APPROPRIATE OR APPROPRIATED?
Was Eva Gauthier engaging in cultural appropriation by presenting Westernized versions of Javanese songs while “surrounded by special scenery and a series of wardrobe changes” suggestive of Javanese dress? That’s a question raised recently by musicologists such as Anita Slominksa, who wrote her doctoral dissertation on Eva and her sister Juliette.
Even though Gauthier noted the havoc in Indonesia caused by the Dutch colonial authorities, the way she writes about the indigenous Javanese — “natives of an enchanting land” — and her acceptance (albeit only as an observer conscious of the Javanese social mores) of the practice of forcing twelve-year- old girls into arranged marriages, make for grim reading. However, in another article she observed that, because women of the court acted as go-betweens for the prime minister and the Sultan, the women “can shape the questions and answers with any construction they choose to put into them.”
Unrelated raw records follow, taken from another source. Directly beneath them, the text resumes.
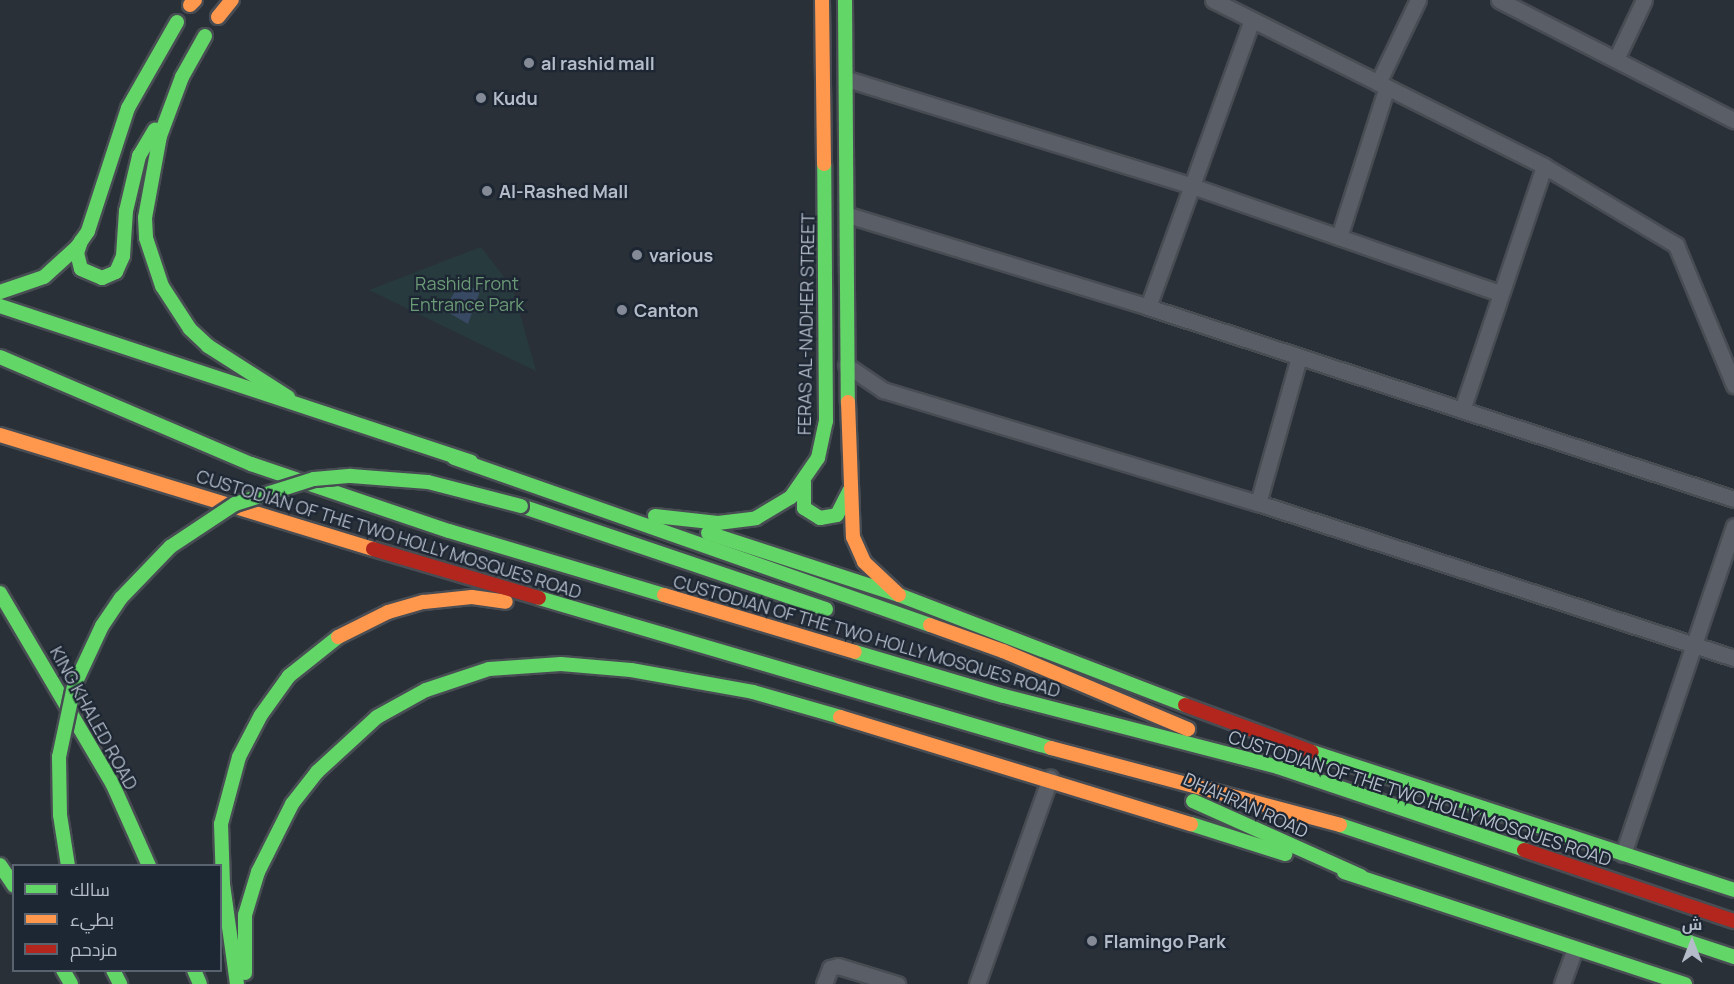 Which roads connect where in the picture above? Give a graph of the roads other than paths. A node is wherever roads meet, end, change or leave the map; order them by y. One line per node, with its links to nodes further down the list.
1 (232, 0): 8 (main road)
2 (822, 0): 34 (main road, FERAS AL-NADHER STREET)
3 (845, 0): 13 (main road)
4 (1213, 0): 9 (street)
5 (1418, 0): 14 (street)
6 (1499, 0): 12 (street)
7 (1644, 0): 12 (street)
8 (218, 17)
9 (1252, 20): 14 (street); 18 (street)
10 (177, 22): 21 (main road)
11 (205, 36): 15 (main road)
12 (1616, 59): 16 (street)
13 (847, 79): 18 (street); 19 (main road)
14 (1383, 85): 17 (street); 20 (street)
15 (172, 101): 21 (main road); 30 (main road)
16 (1734, 120)
17 (1544, 165): 23 (street); 29 (street)
18 (1192, 186): 20 (street); 25 (street)
19 (848, 215): 25 (street); 28 (main road)
20 (1339, 237): 23 (street)
21 (81, 241): 22 (main road)
22 (0, 292)
23 (1500, 293): 31 (street)
24 (0, 306): 30 (main road)
25 (1148, 307): 27 (street)
26 (0, 357): 48 (main road, CUSTODIAN OF THE TWO HOLLY MOSQUES ROAD)
27 (1299, 357): 31 (street); 37 (street)
28 (846, 365): 35 (main road); 37 (street)
29 (1733, 380)
30 (300, 404): 33 (main road)
31 (1462, 410): 36 (street)
32 (0, 435): 43 (main road, CUSTODIAN OF THE TWO HOLLY MOSQUES ROAD)
33 (454, 458): 38 (main road); 48 (main road)
34 (804, 482): 35 (main road); 38 (main road, FERAS AL-NADHER STREET)
35 (850, 490): 41 (main road)
36 (1734, 499)
37 (1258, 503): 44 (street)
38 (655, 516): 41 (main road)
39 (1734, 526): 44 (street)
40 (0, 593): 52 (main road, KING KHALED ROAD)
41 (899, 595): 50 (main road)
42 (845, 615): 51 (main road, bridge)
43 (657, 632): 47 (main road, CUSTODIAN OF THE TWO HOLLY MOSQUES ROAD); 60 (main road)
44 (1692, 643): 45 (street); 50 (street)
45 (1734, 658)
46 (1045, 685): 48 (main road)
47 (1117, 767): 54 (main road, DHAHRAN ROAD); 59 (main road, CUSTODIAN OF THE TWO HOLLY MOSQUES ROAD)
48 (1278, 767): 57 (main road, CUSTODIAN OF THE TWO HOLLY MOSQUES ROAD)
49 (1050, 778): 54 (main road); 61 (main road); 64 (street)
50 (1623, 854): 56 (main road)
51 (68, 864)
52 (148, 864)
53 (0, 865): 55 (main road)
54 (1361, 876): 58 (main road)
55 (12, 882)
56 (1734, 890)
57 (1734, 921)
58 (1575, 948): 65 (street); 66 (main road)
59 (1734, 957)
60 (237, 984)
61 (245, 984)
62 (824, 984): 63 (street)
63 (897, 984)
64 (977, 984)
65 (1562, 984)
66 (1685, 984)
Gauthier thought of her performances as a cultural bridge, the framework of which was a lecture in which she discussed “interesting bits of information concerning Javanese customs.” After all, she had gone from a bourgeois French- Canadian upbringing in Ottawa’s tony Sandy Hill neighbourhood to an environment that, as she described in a newspaper article, required checking under her bed for snakes and listening to the “screeching and chattering” of monkeys, tigers, and spotted leopards.